Saved data entries:
+===+

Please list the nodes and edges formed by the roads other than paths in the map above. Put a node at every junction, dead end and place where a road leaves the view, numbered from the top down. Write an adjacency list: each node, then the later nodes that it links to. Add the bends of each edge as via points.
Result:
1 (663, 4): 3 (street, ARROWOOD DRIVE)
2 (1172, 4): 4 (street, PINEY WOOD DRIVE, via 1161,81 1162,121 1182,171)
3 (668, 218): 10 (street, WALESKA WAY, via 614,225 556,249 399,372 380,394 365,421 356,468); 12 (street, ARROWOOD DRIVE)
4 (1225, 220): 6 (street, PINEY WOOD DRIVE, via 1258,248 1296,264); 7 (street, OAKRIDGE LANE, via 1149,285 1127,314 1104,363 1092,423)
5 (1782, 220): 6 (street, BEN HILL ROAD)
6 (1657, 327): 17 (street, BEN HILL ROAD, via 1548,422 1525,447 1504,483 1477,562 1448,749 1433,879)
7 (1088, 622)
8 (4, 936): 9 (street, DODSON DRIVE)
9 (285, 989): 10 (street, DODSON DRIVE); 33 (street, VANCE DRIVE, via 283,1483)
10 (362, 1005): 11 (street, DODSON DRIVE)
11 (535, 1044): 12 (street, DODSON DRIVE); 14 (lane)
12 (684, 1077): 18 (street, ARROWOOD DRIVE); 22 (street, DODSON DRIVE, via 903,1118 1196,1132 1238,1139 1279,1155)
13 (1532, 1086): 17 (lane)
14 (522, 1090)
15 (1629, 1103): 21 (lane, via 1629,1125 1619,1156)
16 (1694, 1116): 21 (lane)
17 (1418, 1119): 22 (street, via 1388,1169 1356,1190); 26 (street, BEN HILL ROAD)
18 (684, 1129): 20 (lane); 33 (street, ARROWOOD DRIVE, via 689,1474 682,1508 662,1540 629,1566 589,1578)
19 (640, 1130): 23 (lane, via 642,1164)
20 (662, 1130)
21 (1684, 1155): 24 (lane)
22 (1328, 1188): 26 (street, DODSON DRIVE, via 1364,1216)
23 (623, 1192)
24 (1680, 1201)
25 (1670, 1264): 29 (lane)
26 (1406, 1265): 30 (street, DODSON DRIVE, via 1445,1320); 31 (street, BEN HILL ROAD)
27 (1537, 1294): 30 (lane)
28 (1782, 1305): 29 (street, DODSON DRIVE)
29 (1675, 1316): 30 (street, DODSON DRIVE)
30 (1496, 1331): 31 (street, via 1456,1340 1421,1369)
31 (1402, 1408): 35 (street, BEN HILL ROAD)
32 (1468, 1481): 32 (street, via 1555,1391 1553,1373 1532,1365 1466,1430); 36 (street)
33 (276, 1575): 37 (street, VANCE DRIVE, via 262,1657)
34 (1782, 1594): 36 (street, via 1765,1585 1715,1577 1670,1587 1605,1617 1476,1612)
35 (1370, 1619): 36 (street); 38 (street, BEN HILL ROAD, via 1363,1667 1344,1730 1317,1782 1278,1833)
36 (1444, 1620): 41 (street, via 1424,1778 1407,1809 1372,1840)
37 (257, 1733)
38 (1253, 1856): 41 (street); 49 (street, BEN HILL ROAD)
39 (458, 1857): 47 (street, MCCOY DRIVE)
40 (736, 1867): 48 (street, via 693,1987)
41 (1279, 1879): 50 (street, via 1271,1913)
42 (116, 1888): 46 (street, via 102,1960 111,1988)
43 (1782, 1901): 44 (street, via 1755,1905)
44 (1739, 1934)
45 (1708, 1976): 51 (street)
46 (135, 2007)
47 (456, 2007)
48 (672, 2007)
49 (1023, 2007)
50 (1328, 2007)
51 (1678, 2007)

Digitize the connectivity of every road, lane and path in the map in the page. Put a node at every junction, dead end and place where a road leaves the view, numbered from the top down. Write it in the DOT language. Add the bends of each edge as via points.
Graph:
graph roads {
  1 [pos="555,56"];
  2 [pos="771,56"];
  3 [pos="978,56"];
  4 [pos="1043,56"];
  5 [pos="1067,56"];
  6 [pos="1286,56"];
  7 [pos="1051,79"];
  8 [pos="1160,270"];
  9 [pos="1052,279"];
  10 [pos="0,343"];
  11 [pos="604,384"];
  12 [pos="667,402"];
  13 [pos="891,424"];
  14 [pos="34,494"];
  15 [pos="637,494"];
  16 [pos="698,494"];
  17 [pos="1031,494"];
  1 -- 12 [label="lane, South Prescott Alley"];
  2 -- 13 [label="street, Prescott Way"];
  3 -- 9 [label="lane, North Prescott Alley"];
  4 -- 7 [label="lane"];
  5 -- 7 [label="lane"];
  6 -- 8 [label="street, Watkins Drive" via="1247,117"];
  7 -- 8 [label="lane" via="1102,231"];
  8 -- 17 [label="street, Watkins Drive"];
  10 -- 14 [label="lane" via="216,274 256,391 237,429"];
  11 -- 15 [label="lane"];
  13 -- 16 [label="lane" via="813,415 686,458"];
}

+===+

All of the data above needs to be written out exactly.

▶ **Result for this exercise**:
Please list the nodes and edges formed by the roads other than paths in the map above. Put a node at every junction, dead end and place where a road leaves the view, numbered from the top down. Write an adjacency list: each node, then the later nodes that it links to. Add the bends of each edge as via points.
Result:
1 (663, 4): 3 (street, ARROWOOD DRIVE)
2 (1172, 4): 4 (street, PINEY WOOD DRIVE, via 1161,81 1162,121 1182,171)
3 (668, 218): 10 (street, WALESKA WAY, via 614,225 556,249 399,372 380,394 365,421 356,468); 12 (street, ARROWOOD DRIVE)
4 (1225, 220): 6 (street, PINEY WOOD DRIVE, via 1258,248 1296,264); 7 (street, OAKRIDGE LANE, via 1149,285 1127,314 1104,363 1092,423)
5 (1782, 220): 6 (street, BEN HILL ROAD)
6 (1657, 327): 17 (street, BEN HILL ROAD, via 1548,422 1525,447 1504,483 1477,562 1448,749 1433,879)
7 (1088, 622)
8 (4, 936): 9 (street, DODSON DRIVE)
9 (285, 989): 10 (street, DODSON DRIVE); 33 (street, VANCE DRIVE, via 283,1483)
10 (362, 1005): 11 (street, DODSON DRIVE)
11 (535, 1044): 12 (street, DODSON DRIVE); 14 (lane)
12 (684, 1077): 18 (street, ARROWOOD DRIVE); 22 (street, DODSON DRIVE, via 903,1118 1196,1132 1238,1139 1279,1155)
13 (1532, 1086): 17 (lane)
14 (522, 1090)
15 (1629, 1103): 21 (lane, via 1629,1125 1619,1156)
16 (1694, 1116): 21 (lane)
17 (1418, 1119): 22 (street, via 1388,1169 1356,1190); 26 (street, BEN HILL ROAD)
18 (684, 1129): 20 (lane); 33 (street, ARROWOOD DRIVE, via 689,1474 682,1508 662,1540 629,1566 589,1578)
19 (640, 1130): 23 (lane, via 642,1164)
20 (662, 1130)
21 (1684, 1155): 24 (lane)
22 (1328, 1188): 26 (street, DODSON DRIVE, via 1364,1216)
23 (623, 1192)
24 (1680, 1201)
25 (1670, 1264): 29 (lane)
26 (1406, 1265): 30 (street, DODSON DRIVE, via 1445,1320); 31 (street, BEN HILL ROAD)
27 (1537, 1294): 30 (lane)
28 (1782, 1305): 29 (street, DODSON DRIVE)
29 (1675, 1316): 30 (street, DODSON DRIVE)
30 (1496, 1331): 31 (street, via 1456,1340 1421,1369)
31 (1402, 1408): 35 (street, BEN HILL ROAD)
32 (1468, 1481): 32 (street, via 1555,1391 1553,1373 1532,1365 1466,1430); 36 (street)
33 (276, 1575): 37 (street, VANCE DRIVE, via 262,1657)
34 (1782, 1594): 36 (street, via 1765,1585 1715,1577 1670,1587 1605,1617 1476,1612)
35 (1370, 1619): 36 (street); 38 (street, BEN HILL ROAD, via 1363,1667 1344,1730 1317,1782 1278,1833)
36 (1444, 1620): 41 (street, via 1424,1778 1407,1809 1372,1840)
37 (257, 1733)
38 (1253, 1856): 41 (street); 49 (street, BEN HILL ROAD)
39 (458, 1857): 47 (street, MCCOY DRIVE)
40 (736, 1867): 48 (street, via 693,1987)
41 (1279, 1879): 50 (street, via 1271,1913)
42 (116, 1888): 46 (street, via 102,1960 111,1988)
43 (1782, 1901): 44 (street, via 1755,1905)
44 (1739, 1934)
45 (1708, 1976): 51 (street)
46 (135, 2007)
47 (456, 2007)
48 (672, 2007)
49 (1023, 2007)
50 (1328, 2007)
51 (1678, 2007)

Digitize the connectivity of every road, lane and path in the map in the page. Put a node at every junction, dead end and place where a road leaves the view, numbered from the top down. Write it in the DOT language. Add the bends of each edge as via points.
Graph:
graph roads {
  1 [pos="555,56"];
  2 [pos="771,56"];
  3 [pos="978,56"];
  4 [pos="1043,56"];
  5 [pos="1067,56"];
  6 [pos="1286,56"];
  7 [pos="1051,79"];
  8 [pos="1160,270"];
  9 [pos="1052,279"];
  10 [pos="0,343"];
  11 [pos="604,384"];
  12 [pos="667,402"];
  13 [pos="891,424"];
  14 [pos="34,494"];
  15 [pos="637,494"];
  16 [pos="698,494"];
  17 [pos="1031,494"];
  1 -- 12 [label="lane, South Prescott Alley"];
  2 -- 13 [label="street, Prescott Way"];
  3 -- 9 [label="lane, North Prescott Alley"];
  4 -- 7 [label="lane"];
  5 -- 7 [label="lane"];
  6 -- 8 [label="street, Watkins Drive" via="1247,117"];
  7 -- 8 [label="lane" via="1102,231"];
  8 -- 17 [label="street, Watkins Drive"];
  10 -- 14 [label="lane" via="216,274 256,391 237,429"];
  11 -- 15 [label="lane"];
  13 -- 16 [label="lane" via="813,415 686,458"];
}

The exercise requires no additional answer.